How we cite our quotes:
Quote #1
"The façade of the building bore an array of saints in their niches and they had been shot up by American troops trying their rifles, the figures shorn of ears and noses and darkly mottled with leadmarks oxidized upon the stone" (2.155).
How's this for symbolic? We come across and old church where the statues of saints have been used for target practice by American soldiers. It looks like people in this world believe in only one thing, and that's their own satisfaction. And the right to bear arms.
Quote #2
"He prayed: Almighty God, if it ain't too far out of the way of things in your eternal plan do you reckon we could have a little rain down here" (4.20).

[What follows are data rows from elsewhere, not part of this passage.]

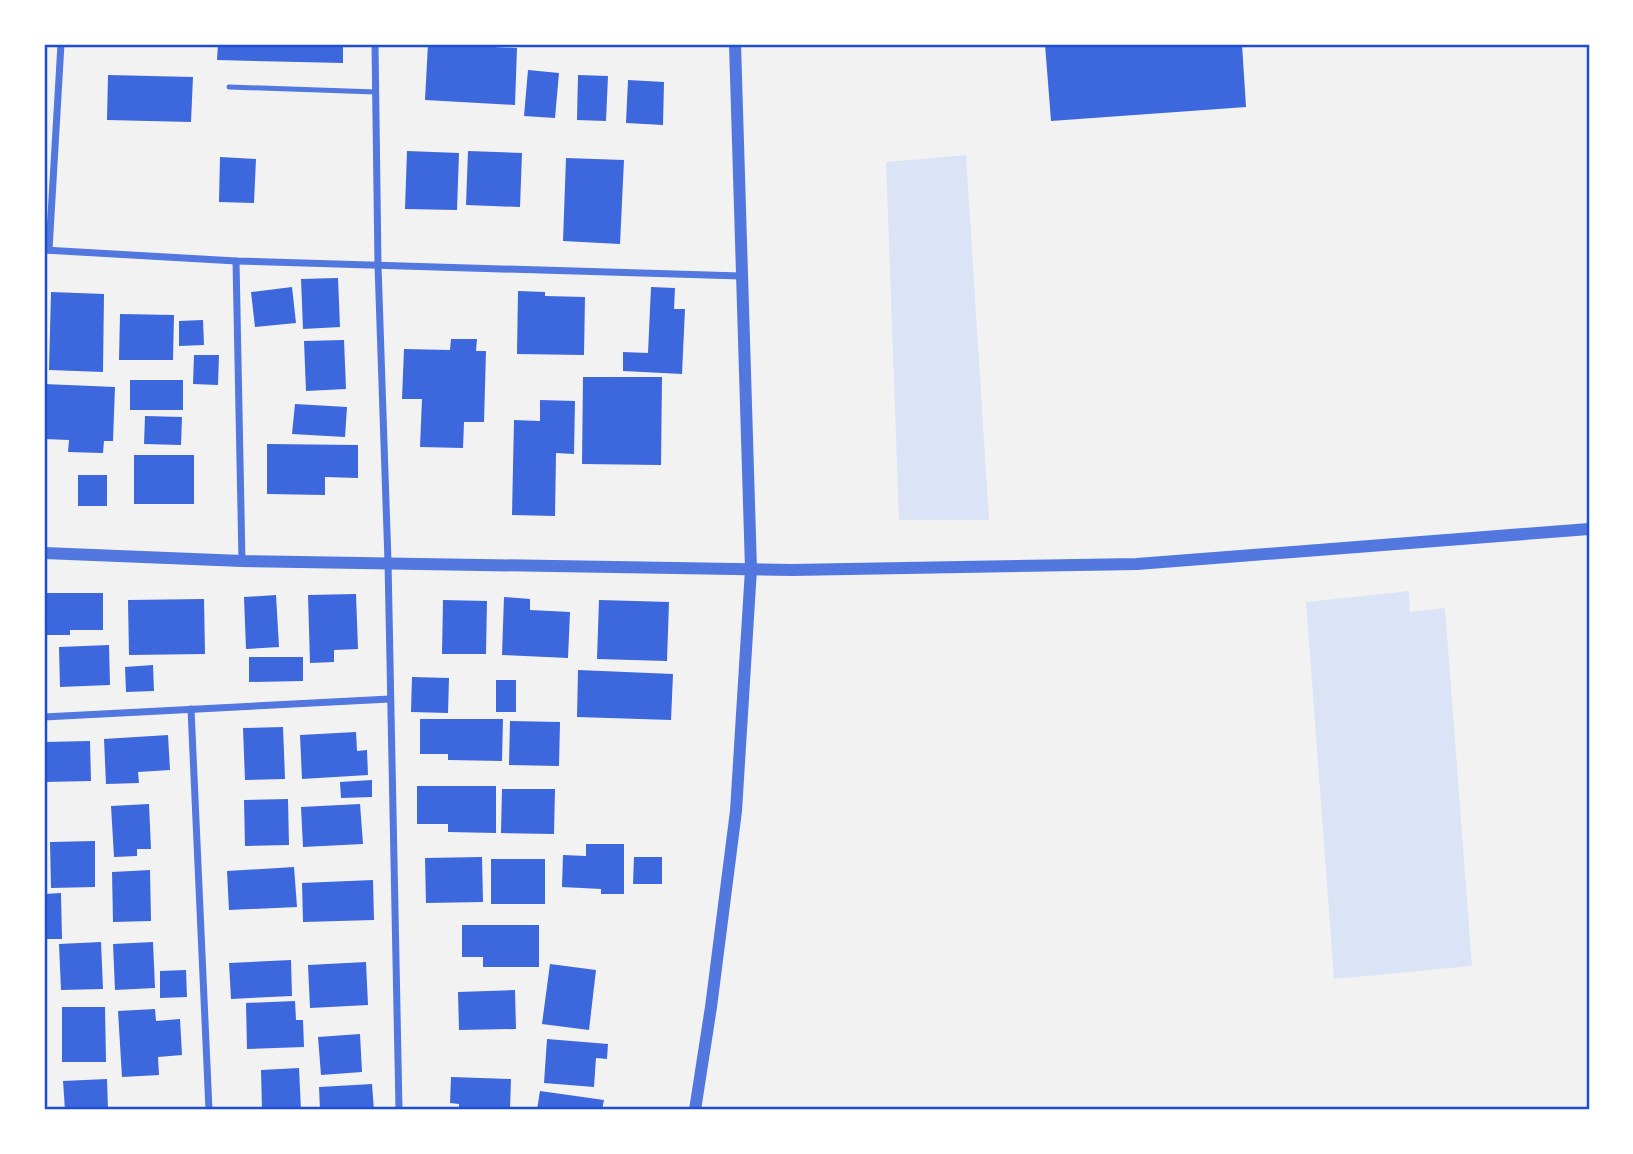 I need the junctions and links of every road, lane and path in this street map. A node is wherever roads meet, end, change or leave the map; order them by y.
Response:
1 (61, 44) edge
2 (375, 44) edge
3 (734, 44) edge
4 (229, 87) dead end
5 (376, 92) junction
6 (46, 250) edge
7 (236, 261) junction
8 (378, 265) junction
9 (741, 276) junction
10 (1589, 529) edge
11 (44, 553) edge
12 (242, 561) junction
13 (388, 562) junction
14 (751, 569) junction
15 (390, 699) junction
16 (191, 709) junction
17 (44, 717) edge
18 (209, 1110) edge
19 (399, 1110) edge
20 (695, 1110) edge

1 - 6 street
2 - 5 street
3 - 9 street
4 - 5 lane
5 - 8 street
6 - 7 street
7 - 8 street
7 - 12 street
8 - 9 street
8 - 13 street
9 - 14 street
10 - 14 street
11 - 12 street
12 - 13 street
13 - 14 street
13 - 15 street
14 - 20 street
15 - 16 street
15 - 19 street
16 - 17 street
16 - 18 street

It's pretty funny that half the characters in this book kill people and say they don't believe in God. But when they wish for something small like a drop of rain, they come crawling back. Then again, it's always hard to tell whether these men are being sarcastic.
Quote #3
"Blood, he said. This country is give much blood. This Mexico. This is a thirsty country. The blood of a thousand Christs. Nothing" (8.34).

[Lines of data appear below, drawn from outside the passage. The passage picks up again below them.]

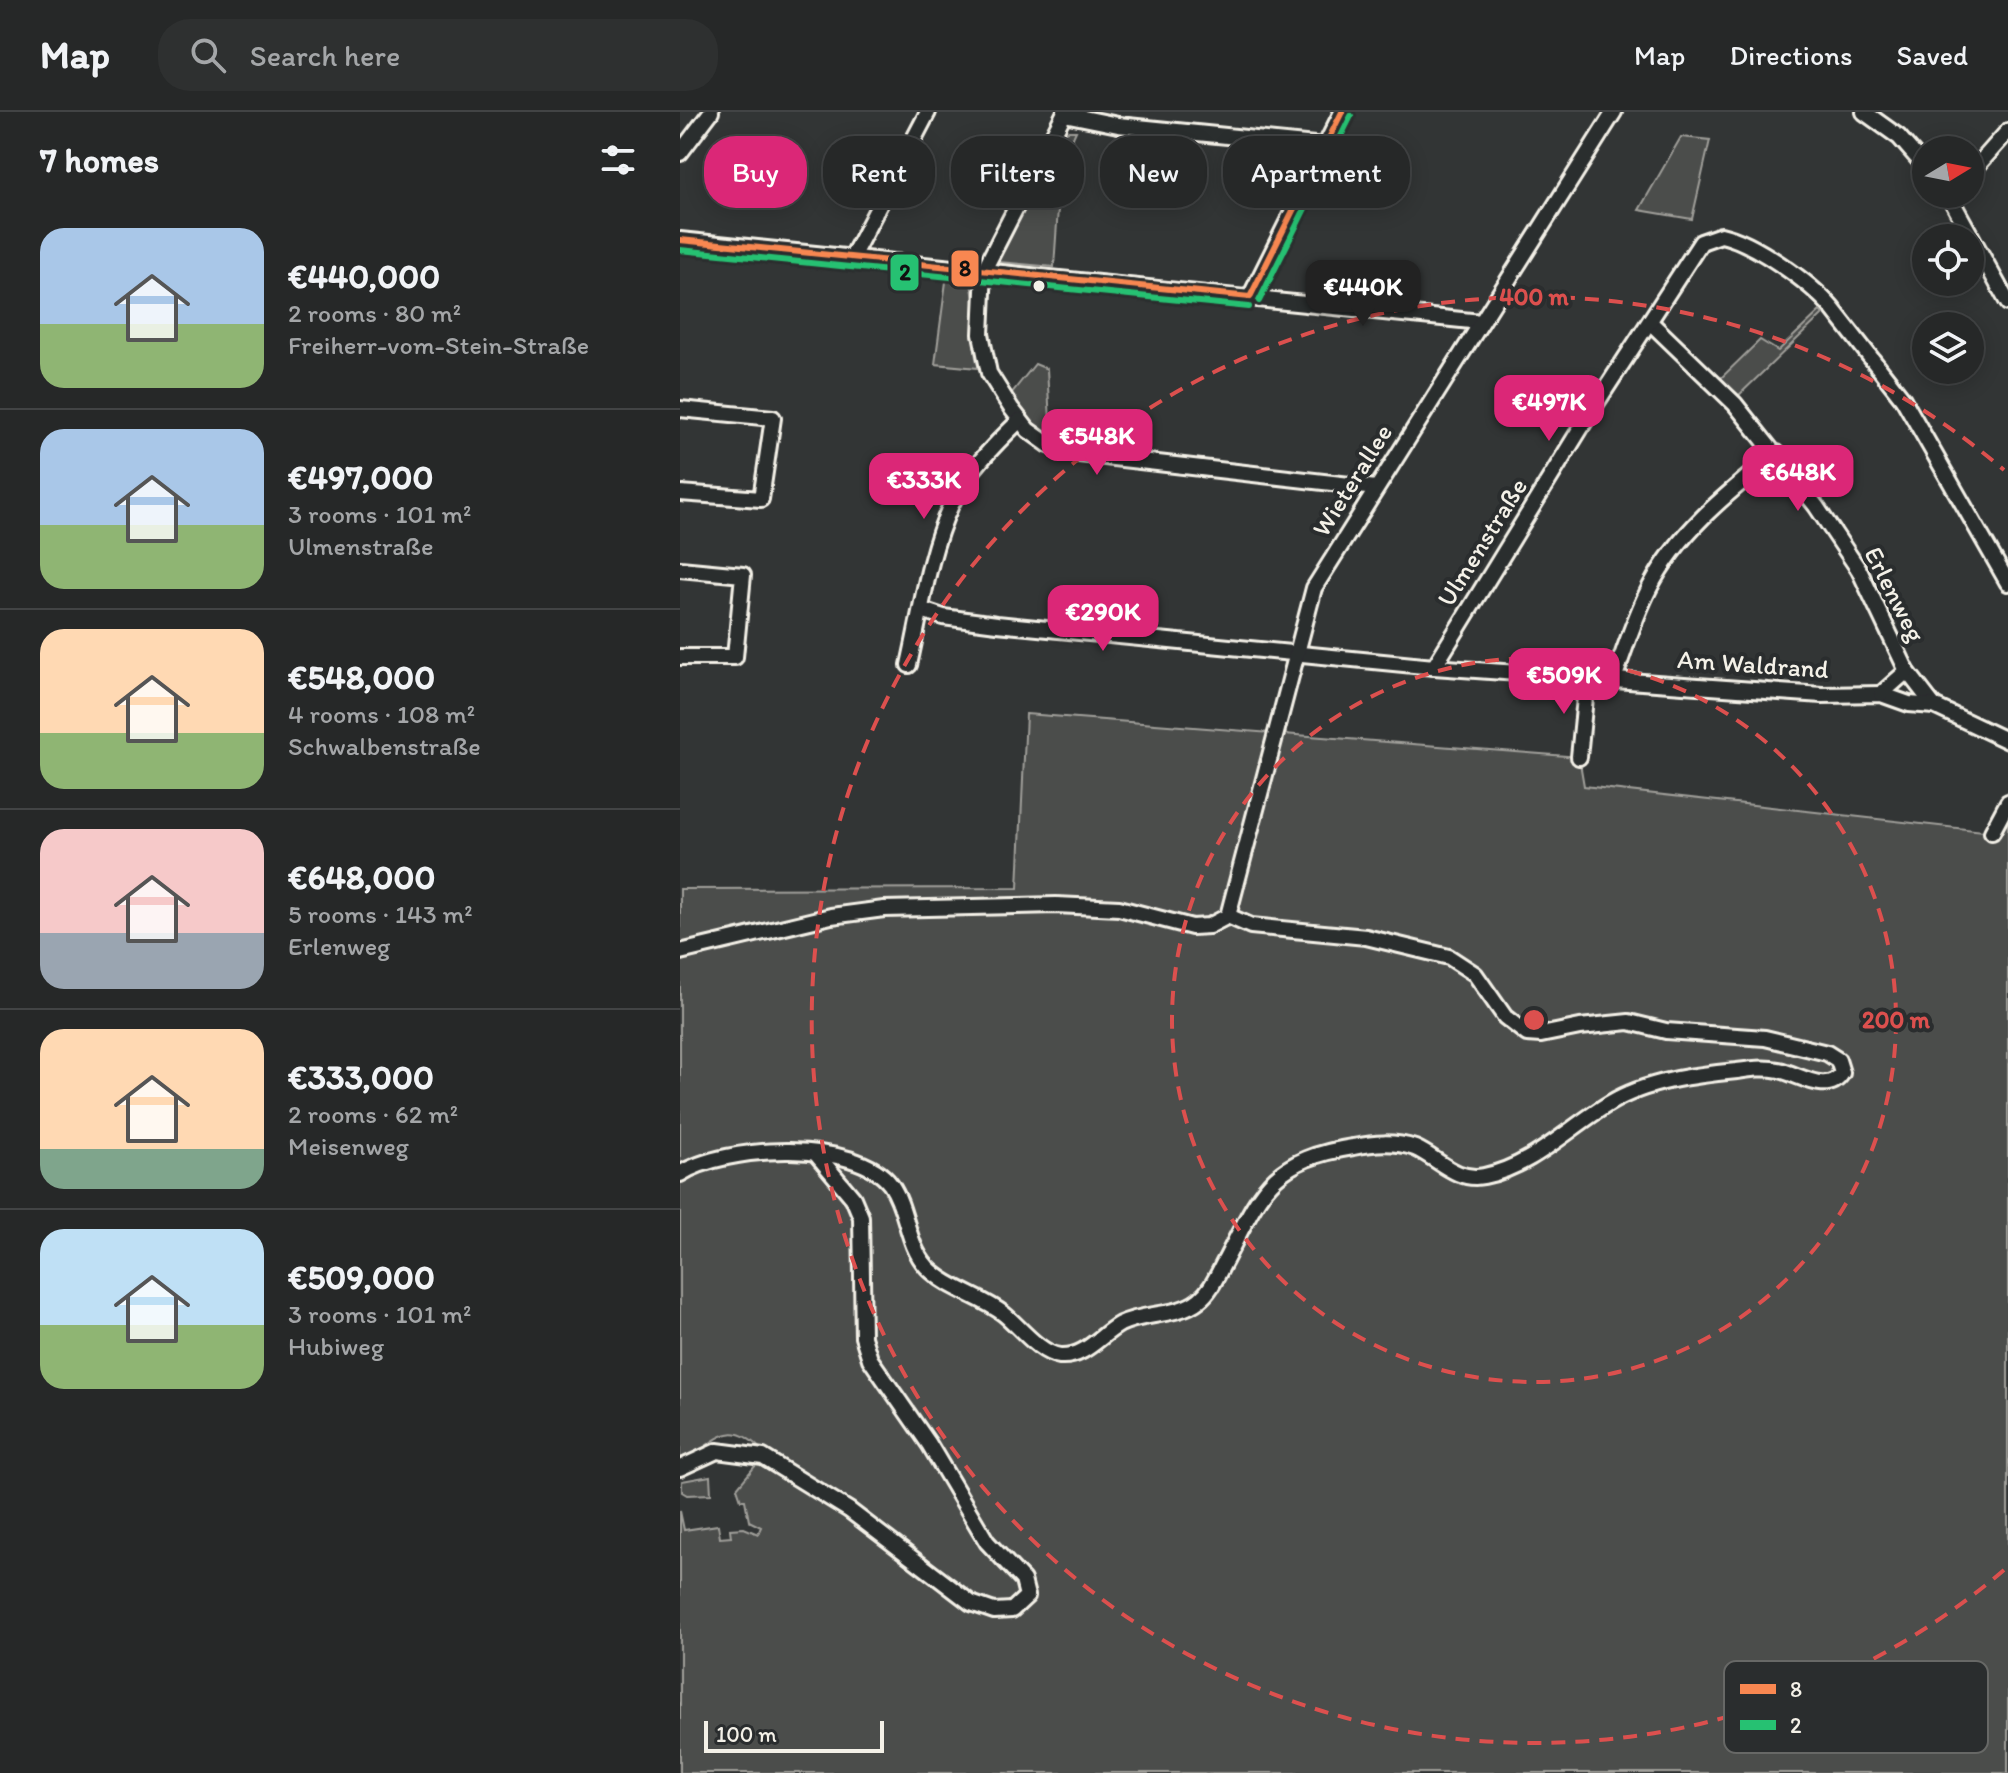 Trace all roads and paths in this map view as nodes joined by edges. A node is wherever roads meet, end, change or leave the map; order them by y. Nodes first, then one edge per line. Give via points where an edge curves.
1 (711, 112) edge
2 (928, 112) edge
3 (1342, 112) edge
4 (1614, 112) edge
5 (1864, 112) edge
6 (1064, 113) edge
7 (2008, 131) edge
8 (1226, 136) edge
9 (1330, 136) edge
10 (1912, 152) edge
11 (680, 153) edge
12 (1984, 158) edge
13 (1294, 208) edge
14 (1957, 208) edge
15 (680, 240) edge
16 (852, 257) junction
17 (984, 270) junction
18 (1250, 297) junction
19 (2008, 303) edge
20 (1481, 322) junction
21 (1651, 323) junction
22 (680, 409) edge
23 (1020, 420) junction
24 (1777, 453) junction
25 (1376, 488) junction
26 (680, 493) edge
27 (680, 569) edge
28 (2008, 583) edge
29 (922, 610) junction
30 (1294, 654) junction
31 (680, 657) edge
32 (909, 665) dead end
33 (1434, 667) junction
34 (1907, 671) junction
35 (1587, 678) junction
36 (1614, 679) junction
37 (1881, 694) junction
38 (1934, 706) junction
39 (2008, 741) edge
40 (1579, 757) dead end
41 (2008, 802) edge
42 (1992, 832) dead end
43 (1228, 916) junction
44 (680, 952) edge
45 (817, 1155) junction
46 (680, 1174) edge
47 (680, 1468) edge

1 - 11 street
2 - 16 street
3 - 9 street
4 - 20 street, Wieterallee
5 - 10 street
6 - 8 street via 1118,125
6 - 17 street
7 - 12 street
13 - 18 street
14 - 19 street
15 - 16 street
16 - 17 street
17 - 18 street
17 - 23 street via 984,357
18 - 20 street
20 - 25 street, Wieterallee
21 - 24 street, Erlenweg
21 - 28 street, Ulmenstraße via 1709,237 1729,236 1821,295 1903,399
21 - 33 street, Ulmenstraße
22 - 26 street via 773,418 761,499
23 - 25 street via 1049,445 1084,456
23 - 29 street via 951,503
24 - 34 street, Erlenweg via 1859,570
24 - 36 street via 1712,506 1669,557 1637,615
25 - 30 street, Wieterallee via 1314,588
27 - 31 street via 743,575 735,657
29 - 30 street, Am Waldrand via 983,622
29 - 32 street
30 - 33 street, Am Waldrand
30 - 43 street, Wieterallee
33 - 35 street, Am Waldrand
34 - 37 street, Erlenweg
34 - 38 street, Erlenweg
35 - 36 street, Am Waldrand
35 - 40 street
36 - 37 street, Am Waldrand via 1822,695
37 - 38 street, Am Waldrand
38 - 39 street, Am Waldrand
41 - 42 street
43 - 44 street via 1209,926 1192,927 1119,908 884,909 831,916
43 - 45 street via 1251,926 1351,934 1449,957 1475,974 1505,1017 1527,1034 1629,1022 1666,1031 1765,1038 1827,1053 1838,1060 1842,1073 1832,1082 1820,1083 1779,1070 1752,1069 1655,1086 1616,1099 1565,1137 1478,1177 1461,1175 1420,1151 1391,1143 1304,1159 1283,1169 1263,1191 1200,1300 1125,1322 1083,1351 1066,1356 1048,1352 997,1308 926,1266 909,1236 897,1195 880,1173 852,1159
45 - 46 street via 740,1155
45 - 47 street via 853,1198 861,1217 863,1337 870,1359 987,1542 1023,1580 1027,1596 1012,1610 979,1608 849,1510 763,1457 717,1451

An old Mexican man in a bar explains to the kid and his buddies that there's been a lot of blood shed in Mexico (and he's right). But when he compares the blood to the blood of "a thousand Christs" and then calls it "nothing," we realize he's saying something deeply philosophical. He's basically saying that the Christian world celebrates one guy who died on a cross. But in Mexico, there have been a thousand people just like Christ who've died, but it means nothing because there's so much death all around.